- [Exercise aim]: Whenever a line below mentions the word "Left", that line should be copied.
Entries supplied below:
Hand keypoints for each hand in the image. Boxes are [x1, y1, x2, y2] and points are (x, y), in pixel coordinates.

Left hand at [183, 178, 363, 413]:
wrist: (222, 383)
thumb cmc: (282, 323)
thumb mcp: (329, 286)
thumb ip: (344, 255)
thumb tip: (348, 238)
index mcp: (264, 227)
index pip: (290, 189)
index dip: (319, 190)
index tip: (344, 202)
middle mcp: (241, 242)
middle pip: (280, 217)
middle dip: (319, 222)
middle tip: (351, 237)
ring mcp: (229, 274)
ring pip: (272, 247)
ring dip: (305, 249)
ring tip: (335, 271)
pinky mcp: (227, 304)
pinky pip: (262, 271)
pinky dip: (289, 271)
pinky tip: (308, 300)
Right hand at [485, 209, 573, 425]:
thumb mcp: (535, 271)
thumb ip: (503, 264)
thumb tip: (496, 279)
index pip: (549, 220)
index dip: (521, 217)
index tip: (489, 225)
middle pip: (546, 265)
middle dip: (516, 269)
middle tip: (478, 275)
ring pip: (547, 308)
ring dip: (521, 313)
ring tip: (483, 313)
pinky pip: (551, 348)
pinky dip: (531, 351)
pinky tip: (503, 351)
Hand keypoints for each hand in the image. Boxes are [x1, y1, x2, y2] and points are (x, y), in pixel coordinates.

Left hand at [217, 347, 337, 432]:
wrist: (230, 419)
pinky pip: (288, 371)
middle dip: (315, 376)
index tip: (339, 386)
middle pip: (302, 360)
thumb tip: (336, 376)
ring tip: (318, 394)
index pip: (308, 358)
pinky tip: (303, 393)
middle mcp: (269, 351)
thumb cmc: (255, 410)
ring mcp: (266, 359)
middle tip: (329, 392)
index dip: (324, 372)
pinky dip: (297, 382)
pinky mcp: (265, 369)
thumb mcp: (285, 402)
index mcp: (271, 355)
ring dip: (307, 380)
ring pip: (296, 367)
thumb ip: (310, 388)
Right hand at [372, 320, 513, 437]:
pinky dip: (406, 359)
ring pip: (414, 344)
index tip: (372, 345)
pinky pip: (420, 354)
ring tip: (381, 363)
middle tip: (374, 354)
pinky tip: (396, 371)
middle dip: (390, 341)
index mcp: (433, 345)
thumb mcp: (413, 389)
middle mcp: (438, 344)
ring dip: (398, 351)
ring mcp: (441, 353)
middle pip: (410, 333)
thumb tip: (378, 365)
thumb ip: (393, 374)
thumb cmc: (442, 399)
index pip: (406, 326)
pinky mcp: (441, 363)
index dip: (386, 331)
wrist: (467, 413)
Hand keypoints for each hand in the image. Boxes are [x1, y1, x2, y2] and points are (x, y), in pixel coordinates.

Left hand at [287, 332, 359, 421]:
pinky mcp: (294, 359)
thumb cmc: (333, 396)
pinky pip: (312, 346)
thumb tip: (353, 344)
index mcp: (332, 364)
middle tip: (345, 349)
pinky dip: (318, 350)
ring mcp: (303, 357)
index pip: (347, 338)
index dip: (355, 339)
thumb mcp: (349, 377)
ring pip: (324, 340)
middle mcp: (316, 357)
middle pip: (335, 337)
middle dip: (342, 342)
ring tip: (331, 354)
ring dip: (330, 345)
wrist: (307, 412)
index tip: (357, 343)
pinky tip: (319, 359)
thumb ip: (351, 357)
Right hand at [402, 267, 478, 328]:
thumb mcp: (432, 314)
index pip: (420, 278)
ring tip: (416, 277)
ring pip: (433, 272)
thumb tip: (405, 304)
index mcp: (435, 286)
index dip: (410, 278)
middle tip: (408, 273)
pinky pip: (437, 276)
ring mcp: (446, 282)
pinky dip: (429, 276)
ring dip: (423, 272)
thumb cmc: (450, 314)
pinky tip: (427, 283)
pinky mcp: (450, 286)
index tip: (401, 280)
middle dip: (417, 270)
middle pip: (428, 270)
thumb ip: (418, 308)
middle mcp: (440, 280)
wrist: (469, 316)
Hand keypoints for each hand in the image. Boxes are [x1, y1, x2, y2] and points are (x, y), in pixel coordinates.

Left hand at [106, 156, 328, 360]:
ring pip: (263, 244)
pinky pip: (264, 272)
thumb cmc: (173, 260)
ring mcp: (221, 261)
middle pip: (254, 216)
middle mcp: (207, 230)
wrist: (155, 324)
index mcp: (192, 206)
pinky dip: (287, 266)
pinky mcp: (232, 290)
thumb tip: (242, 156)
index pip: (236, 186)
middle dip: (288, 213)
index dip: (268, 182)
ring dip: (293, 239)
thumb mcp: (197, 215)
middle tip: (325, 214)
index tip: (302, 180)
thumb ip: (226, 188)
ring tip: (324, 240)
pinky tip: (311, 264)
End of Entries supplied.
Entries supplied below:
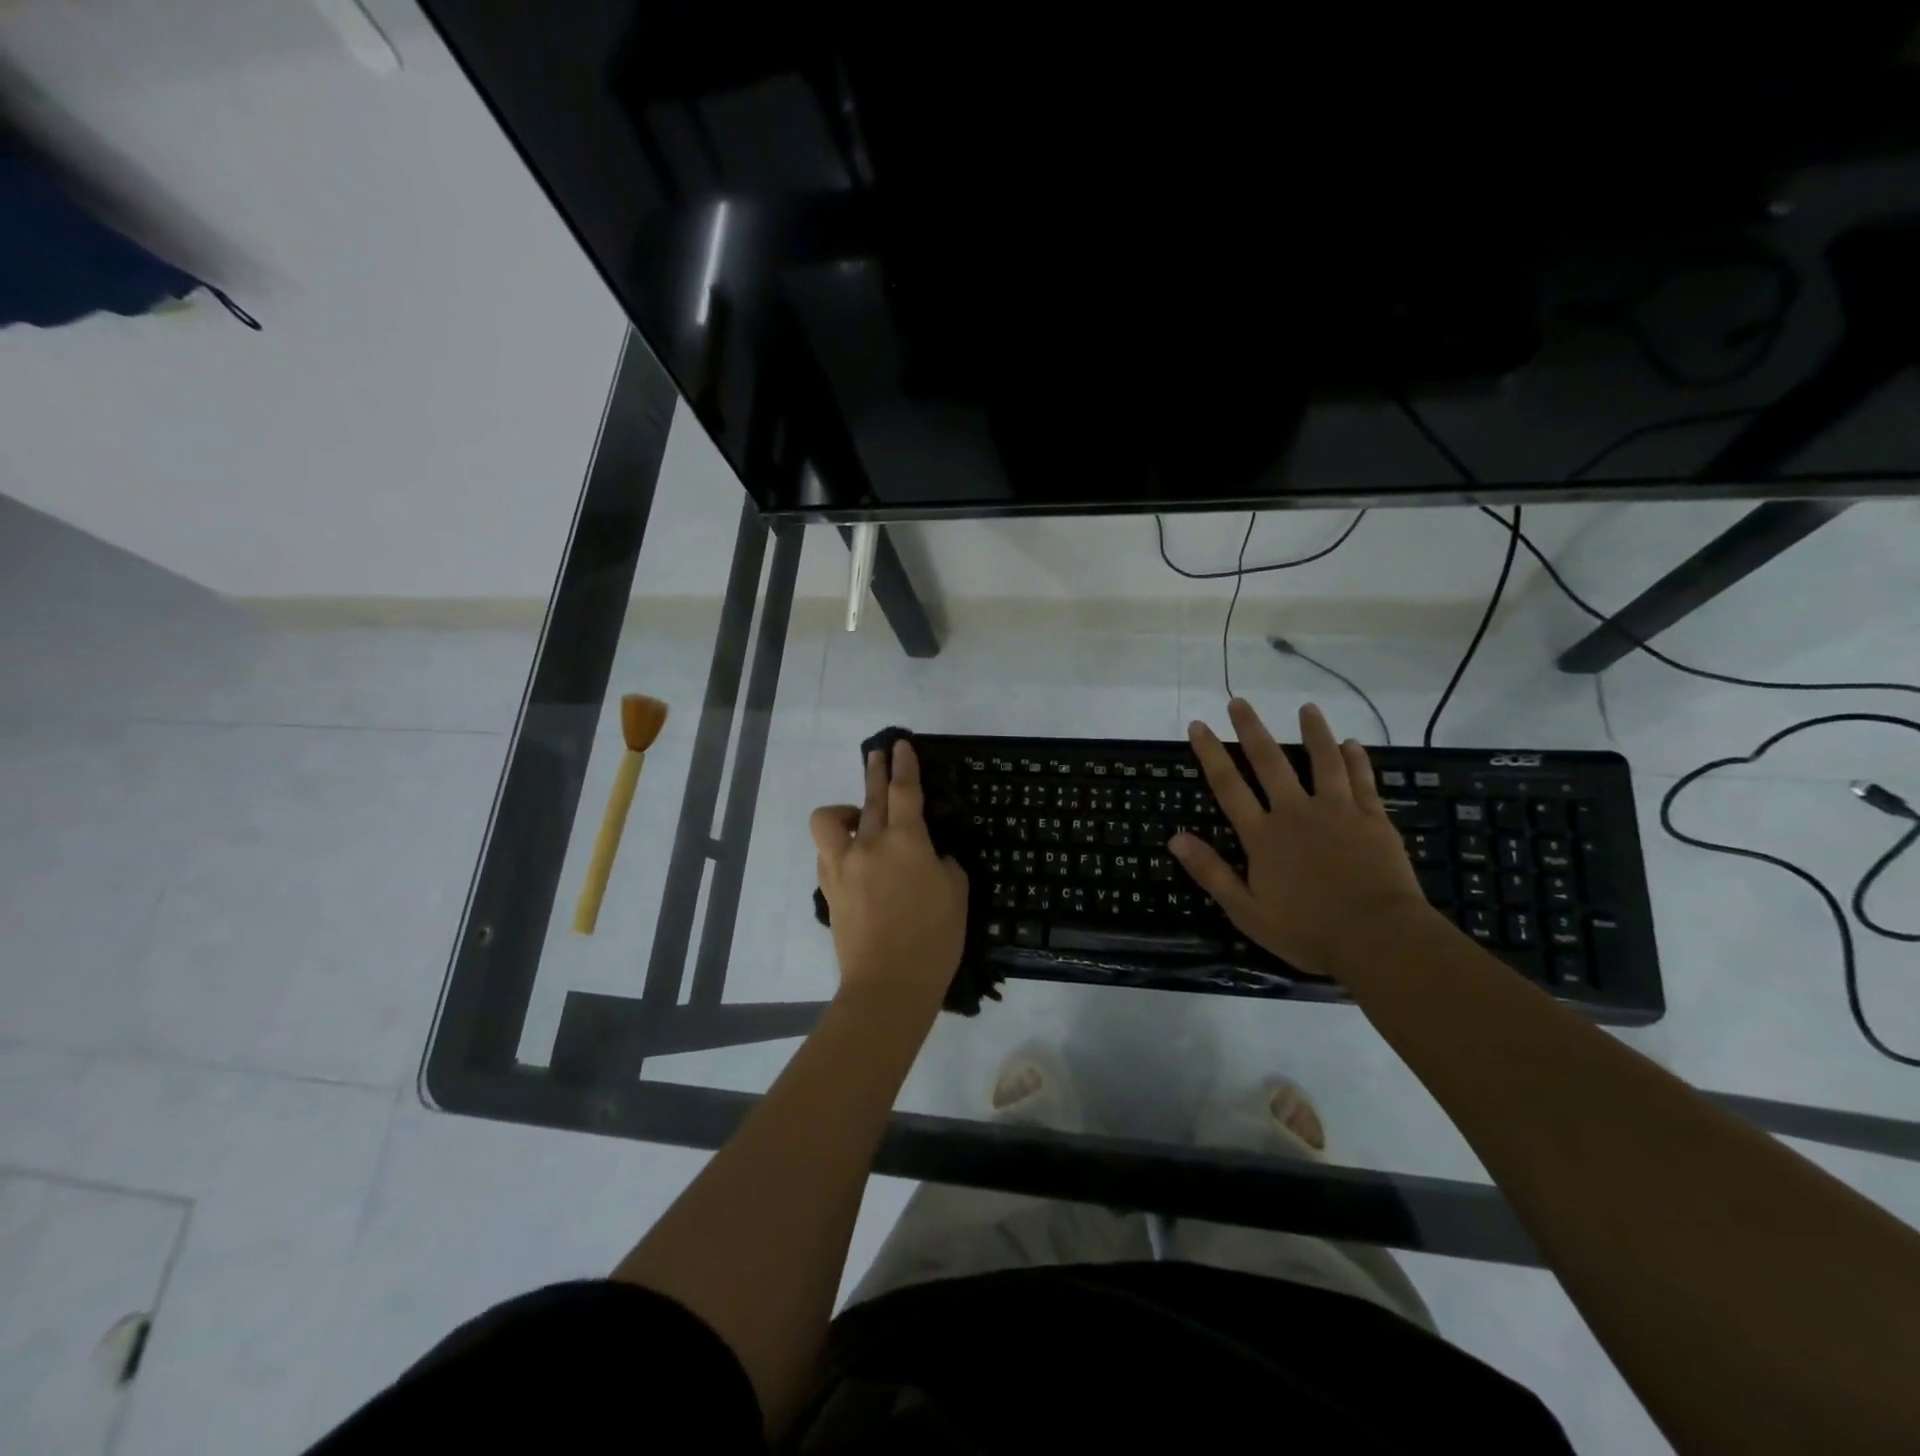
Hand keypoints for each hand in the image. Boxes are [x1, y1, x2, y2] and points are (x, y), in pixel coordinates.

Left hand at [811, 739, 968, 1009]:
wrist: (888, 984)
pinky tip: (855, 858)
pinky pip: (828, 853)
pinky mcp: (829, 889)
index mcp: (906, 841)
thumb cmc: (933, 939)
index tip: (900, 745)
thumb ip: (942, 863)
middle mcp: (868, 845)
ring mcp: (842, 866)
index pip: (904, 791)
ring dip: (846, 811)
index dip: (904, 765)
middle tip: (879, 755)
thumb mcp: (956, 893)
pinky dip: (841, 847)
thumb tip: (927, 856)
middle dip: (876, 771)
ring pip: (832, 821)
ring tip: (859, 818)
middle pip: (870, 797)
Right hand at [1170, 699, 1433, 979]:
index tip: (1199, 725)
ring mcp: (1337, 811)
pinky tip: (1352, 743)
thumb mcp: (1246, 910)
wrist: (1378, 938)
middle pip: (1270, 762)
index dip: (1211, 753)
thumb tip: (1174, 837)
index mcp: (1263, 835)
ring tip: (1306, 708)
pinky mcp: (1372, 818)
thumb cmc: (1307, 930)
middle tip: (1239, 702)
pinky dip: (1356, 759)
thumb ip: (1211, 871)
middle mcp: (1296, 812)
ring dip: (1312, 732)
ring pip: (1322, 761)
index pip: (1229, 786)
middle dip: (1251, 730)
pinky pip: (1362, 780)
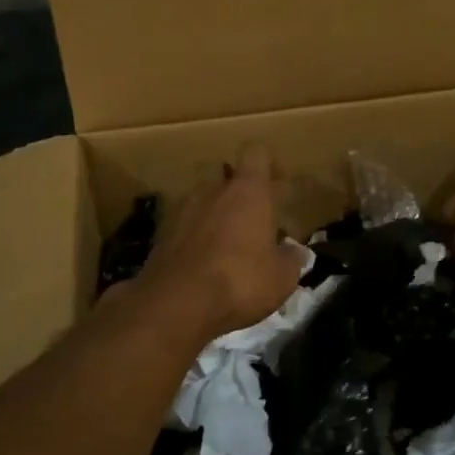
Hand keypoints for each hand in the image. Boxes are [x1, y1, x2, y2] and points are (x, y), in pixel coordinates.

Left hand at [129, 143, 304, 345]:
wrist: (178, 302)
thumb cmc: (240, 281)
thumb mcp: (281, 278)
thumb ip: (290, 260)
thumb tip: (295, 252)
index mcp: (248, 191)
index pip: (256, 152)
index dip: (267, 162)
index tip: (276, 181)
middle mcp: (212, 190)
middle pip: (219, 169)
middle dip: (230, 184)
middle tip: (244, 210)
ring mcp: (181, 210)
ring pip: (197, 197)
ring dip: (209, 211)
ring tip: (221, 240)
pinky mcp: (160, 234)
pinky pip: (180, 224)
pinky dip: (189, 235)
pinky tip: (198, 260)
End of Entries supplied.
- [Reply]:
Left hand at [183, 178, 363, 413]:
Left hand at [217, 347, 337, 432]:
Left hand at [287, 332, 359, 421]:
Left hand at [106, 156, 328, 360]:
Left hand at [811, 739, 968, 1009]:
Left hand at [129, 143, 304, 345]:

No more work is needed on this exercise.